**Work order**.
Below are the records; copy every line in them that holds the string "true".

(Dataset entries)
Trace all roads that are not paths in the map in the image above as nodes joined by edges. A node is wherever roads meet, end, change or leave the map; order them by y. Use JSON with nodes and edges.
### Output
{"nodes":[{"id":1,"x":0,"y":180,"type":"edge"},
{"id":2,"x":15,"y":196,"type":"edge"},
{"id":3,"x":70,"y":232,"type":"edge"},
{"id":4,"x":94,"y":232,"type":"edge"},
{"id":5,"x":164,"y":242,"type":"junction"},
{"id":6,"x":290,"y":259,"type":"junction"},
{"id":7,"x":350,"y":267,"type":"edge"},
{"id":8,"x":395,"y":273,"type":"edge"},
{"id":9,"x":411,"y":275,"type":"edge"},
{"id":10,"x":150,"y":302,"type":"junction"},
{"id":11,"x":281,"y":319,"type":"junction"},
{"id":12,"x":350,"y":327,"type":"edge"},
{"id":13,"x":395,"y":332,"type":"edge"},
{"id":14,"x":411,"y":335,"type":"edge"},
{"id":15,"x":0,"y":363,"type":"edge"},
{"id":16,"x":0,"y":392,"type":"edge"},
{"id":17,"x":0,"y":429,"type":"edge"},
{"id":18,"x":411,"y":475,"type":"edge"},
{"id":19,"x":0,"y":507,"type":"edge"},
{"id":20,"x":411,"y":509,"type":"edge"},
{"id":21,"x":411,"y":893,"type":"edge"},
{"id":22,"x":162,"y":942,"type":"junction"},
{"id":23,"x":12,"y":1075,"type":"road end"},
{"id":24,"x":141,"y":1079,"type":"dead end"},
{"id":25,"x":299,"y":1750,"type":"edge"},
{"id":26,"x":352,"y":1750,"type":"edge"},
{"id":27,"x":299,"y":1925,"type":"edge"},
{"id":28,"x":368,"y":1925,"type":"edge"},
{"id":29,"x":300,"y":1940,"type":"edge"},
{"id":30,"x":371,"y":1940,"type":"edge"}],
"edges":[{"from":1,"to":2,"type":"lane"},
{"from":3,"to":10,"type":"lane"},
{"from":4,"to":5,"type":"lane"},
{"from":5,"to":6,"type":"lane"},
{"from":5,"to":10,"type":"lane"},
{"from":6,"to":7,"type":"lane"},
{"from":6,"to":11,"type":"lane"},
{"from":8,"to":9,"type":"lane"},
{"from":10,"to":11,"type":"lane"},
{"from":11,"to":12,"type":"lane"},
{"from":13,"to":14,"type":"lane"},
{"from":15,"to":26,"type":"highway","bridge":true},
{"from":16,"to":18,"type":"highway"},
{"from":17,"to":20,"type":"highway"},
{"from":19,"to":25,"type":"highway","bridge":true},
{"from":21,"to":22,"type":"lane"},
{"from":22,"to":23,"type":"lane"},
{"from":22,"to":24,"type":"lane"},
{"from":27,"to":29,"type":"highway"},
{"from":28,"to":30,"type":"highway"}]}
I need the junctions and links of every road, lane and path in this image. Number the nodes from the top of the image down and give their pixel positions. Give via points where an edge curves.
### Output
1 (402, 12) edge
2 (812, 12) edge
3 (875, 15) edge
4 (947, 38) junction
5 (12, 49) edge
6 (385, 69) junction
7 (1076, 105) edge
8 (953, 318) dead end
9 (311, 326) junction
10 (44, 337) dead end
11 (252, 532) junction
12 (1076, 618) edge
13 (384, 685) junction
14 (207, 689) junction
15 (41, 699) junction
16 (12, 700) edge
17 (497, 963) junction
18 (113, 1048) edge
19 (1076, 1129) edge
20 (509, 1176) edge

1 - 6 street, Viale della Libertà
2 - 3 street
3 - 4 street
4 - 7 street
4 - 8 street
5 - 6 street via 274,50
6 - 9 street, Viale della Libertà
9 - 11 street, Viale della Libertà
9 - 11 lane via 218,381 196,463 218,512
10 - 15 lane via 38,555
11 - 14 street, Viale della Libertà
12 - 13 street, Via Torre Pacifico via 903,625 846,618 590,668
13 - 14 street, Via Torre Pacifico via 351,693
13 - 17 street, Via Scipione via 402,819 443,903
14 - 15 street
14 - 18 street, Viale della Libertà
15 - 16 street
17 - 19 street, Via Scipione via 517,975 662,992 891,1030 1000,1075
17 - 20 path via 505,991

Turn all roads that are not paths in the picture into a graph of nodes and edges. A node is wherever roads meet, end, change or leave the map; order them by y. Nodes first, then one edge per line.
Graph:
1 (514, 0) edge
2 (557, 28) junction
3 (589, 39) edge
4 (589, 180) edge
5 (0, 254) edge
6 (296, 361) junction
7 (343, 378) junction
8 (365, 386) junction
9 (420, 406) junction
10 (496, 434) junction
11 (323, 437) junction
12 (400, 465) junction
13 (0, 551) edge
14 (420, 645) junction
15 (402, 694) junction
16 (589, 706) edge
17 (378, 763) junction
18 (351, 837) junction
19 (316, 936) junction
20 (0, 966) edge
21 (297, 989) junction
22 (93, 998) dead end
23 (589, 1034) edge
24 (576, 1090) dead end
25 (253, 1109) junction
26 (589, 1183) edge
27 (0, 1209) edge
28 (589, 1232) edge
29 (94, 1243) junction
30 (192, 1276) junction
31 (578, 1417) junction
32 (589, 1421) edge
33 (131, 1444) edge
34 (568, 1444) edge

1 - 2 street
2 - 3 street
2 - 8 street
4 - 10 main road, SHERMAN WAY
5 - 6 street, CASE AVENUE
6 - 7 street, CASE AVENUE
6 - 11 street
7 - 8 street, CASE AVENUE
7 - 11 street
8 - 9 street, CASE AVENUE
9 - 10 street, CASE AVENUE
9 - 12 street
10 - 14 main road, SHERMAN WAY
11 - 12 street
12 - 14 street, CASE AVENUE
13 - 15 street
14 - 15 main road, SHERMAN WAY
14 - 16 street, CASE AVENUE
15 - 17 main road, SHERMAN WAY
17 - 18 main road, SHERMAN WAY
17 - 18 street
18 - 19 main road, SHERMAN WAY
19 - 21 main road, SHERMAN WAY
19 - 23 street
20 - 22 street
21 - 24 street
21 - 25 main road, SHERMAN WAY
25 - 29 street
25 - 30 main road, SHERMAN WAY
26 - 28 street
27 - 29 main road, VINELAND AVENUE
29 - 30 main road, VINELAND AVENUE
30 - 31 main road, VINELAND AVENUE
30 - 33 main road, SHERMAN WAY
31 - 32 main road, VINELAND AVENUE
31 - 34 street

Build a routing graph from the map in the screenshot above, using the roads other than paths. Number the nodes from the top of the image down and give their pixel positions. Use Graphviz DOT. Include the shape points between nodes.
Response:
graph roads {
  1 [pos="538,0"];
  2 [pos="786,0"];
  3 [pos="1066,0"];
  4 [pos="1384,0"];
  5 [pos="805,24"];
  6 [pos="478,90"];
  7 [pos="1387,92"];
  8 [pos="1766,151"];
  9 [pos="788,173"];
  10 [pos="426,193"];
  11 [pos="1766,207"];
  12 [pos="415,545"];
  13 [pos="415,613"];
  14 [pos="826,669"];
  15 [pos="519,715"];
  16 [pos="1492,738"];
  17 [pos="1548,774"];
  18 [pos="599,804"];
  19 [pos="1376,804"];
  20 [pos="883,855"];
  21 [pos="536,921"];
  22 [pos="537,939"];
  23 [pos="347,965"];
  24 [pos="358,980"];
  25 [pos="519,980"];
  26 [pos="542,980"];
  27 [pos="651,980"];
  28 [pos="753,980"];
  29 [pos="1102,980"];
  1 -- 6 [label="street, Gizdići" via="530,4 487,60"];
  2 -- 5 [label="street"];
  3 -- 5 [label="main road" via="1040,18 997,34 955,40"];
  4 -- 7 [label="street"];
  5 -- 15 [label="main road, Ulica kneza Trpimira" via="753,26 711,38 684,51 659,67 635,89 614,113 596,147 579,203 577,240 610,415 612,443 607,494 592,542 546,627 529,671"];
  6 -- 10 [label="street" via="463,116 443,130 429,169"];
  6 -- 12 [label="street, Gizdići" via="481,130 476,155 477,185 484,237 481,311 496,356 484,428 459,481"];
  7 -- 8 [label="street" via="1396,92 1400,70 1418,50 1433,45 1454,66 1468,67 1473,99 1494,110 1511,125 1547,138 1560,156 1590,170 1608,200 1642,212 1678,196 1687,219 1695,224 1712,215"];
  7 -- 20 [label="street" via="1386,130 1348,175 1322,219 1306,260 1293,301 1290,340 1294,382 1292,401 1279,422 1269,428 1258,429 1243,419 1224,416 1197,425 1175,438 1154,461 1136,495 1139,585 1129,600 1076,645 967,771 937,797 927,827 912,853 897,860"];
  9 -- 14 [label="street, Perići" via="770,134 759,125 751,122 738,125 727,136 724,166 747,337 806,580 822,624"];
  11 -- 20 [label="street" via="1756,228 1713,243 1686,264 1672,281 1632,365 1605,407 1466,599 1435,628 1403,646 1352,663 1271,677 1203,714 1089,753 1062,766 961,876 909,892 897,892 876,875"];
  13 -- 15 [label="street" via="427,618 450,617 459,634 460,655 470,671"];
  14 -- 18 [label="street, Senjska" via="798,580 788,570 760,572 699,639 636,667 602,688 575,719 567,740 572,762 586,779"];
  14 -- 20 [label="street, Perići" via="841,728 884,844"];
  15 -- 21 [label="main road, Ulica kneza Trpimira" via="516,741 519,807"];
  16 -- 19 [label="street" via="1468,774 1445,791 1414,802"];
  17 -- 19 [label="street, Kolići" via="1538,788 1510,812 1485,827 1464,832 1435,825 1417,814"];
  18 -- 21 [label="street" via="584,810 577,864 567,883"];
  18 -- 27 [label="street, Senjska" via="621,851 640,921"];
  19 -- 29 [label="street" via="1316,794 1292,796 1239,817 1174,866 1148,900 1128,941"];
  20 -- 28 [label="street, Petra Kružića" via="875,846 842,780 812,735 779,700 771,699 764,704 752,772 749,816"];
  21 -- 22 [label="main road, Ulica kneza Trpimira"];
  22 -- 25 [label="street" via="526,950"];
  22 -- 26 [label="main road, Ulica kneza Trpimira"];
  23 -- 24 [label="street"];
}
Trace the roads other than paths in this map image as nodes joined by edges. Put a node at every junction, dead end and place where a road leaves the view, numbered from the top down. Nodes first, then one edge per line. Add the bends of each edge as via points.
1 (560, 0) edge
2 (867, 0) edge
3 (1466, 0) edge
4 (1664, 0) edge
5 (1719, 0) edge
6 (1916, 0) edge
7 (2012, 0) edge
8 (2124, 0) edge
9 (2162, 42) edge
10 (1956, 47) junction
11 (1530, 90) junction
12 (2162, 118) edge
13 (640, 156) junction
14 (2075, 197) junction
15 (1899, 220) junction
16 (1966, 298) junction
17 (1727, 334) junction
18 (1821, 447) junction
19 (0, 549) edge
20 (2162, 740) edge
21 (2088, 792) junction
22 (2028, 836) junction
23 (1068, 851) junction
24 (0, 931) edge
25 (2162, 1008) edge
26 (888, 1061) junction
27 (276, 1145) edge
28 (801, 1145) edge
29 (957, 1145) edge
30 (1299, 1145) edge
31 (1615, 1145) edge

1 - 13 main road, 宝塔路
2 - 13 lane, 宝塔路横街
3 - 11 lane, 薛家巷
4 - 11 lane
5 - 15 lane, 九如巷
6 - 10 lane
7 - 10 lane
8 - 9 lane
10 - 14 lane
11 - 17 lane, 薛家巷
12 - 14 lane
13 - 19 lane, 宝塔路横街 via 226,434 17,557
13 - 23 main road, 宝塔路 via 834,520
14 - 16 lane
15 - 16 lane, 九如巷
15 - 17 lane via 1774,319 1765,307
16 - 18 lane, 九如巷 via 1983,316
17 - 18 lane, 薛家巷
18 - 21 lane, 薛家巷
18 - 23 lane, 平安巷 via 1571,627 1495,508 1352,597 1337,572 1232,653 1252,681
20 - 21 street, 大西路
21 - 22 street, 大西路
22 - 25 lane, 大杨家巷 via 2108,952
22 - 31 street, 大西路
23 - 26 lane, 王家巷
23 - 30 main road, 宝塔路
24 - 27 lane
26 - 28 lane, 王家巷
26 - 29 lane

**Solution to the problem**.
{"from":15,"to":26,"type":"highway","bridge":true},
{"from":19,"to":25,"type":"highway","bridge":true},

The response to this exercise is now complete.